Where "Answer" occurs in a line of the entries below, copy that line.

▼▼▼

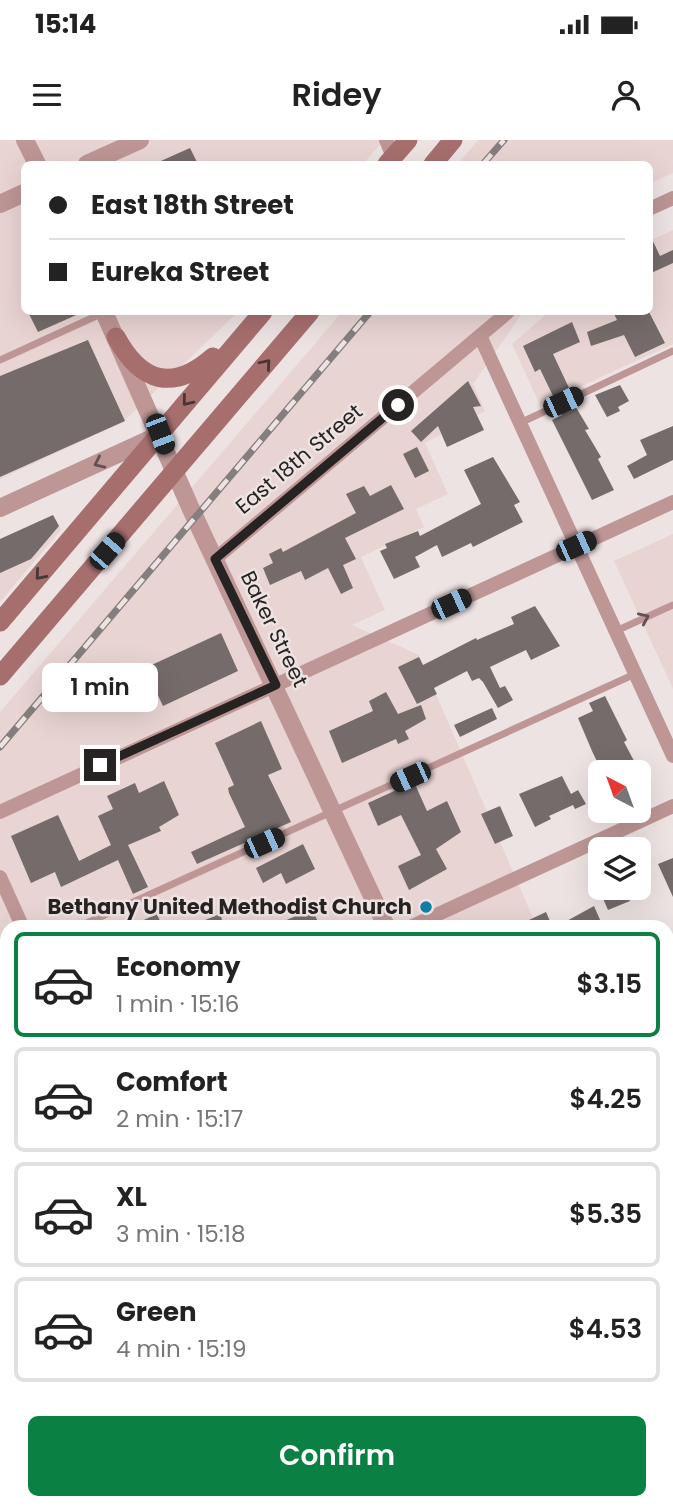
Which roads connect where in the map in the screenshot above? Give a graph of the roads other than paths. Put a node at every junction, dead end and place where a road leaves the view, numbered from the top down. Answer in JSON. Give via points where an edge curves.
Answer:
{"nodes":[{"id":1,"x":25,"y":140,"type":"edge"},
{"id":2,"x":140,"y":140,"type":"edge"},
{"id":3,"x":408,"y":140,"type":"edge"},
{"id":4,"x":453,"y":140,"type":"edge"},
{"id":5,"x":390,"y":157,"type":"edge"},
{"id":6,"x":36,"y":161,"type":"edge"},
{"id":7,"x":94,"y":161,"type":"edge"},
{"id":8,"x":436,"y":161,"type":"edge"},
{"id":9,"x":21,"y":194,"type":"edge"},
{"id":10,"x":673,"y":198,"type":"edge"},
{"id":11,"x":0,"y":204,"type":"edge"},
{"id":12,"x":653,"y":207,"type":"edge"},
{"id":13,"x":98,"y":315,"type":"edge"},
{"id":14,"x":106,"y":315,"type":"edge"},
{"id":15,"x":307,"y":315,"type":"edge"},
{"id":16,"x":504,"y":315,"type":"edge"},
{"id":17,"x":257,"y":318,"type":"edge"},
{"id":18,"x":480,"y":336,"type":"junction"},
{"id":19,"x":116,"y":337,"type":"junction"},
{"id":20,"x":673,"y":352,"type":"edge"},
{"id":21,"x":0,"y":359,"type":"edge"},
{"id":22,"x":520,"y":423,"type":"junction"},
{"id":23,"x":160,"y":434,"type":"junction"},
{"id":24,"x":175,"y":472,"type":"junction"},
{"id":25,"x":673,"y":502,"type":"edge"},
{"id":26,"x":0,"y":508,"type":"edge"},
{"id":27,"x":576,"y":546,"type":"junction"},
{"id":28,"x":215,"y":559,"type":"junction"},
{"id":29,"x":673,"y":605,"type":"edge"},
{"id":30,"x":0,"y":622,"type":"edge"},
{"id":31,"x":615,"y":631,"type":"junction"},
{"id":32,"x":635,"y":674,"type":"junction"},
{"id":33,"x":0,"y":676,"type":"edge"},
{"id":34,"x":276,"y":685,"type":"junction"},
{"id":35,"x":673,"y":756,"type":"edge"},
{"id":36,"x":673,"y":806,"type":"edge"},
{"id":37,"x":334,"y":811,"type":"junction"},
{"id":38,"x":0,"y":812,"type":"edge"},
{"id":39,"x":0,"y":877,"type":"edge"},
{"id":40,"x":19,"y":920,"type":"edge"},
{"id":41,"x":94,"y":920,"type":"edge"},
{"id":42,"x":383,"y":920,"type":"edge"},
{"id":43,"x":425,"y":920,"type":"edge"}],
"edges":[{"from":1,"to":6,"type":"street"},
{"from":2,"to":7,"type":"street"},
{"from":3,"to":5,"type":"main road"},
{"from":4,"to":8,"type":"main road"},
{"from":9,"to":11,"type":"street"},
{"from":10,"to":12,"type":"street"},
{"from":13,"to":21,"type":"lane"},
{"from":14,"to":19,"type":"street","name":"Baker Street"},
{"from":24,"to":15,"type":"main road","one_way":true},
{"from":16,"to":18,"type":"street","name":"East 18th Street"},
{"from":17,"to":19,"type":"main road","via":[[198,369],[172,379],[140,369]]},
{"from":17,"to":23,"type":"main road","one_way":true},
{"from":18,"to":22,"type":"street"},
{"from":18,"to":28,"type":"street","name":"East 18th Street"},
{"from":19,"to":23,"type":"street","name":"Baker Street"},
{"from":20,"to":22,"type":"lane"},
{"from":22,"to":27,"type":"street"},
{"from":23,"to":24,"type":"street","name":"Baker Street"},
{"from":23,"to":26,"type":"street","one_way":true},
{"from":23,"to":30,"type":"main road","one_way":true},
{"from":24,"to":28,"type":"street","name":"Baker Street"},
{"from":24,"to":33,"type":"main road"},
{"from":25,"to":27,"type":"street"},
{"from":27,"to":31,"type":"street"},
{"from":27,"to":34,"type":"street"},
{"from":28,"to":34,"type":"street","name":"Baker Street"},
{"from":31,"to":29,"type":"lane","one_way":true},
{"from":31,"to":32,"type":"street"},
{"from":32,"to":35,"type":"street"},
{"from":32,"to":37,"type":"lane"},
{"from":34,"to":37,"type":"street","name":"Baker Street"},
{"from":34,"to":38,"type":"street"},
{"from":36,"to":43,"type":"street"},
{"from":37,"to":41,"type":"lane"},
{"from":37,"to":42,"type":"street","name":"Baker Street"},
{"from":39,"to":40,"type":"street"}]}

▲▲▲

> **Result**
Which roads connect where in the map in the screenshot above? Give a graph of the roads other than paths. Put a node at every junction, dead end and place where a road leaves the view, numbered from the top down. Answer in JSON. Give via points where an edge curves.
Answer:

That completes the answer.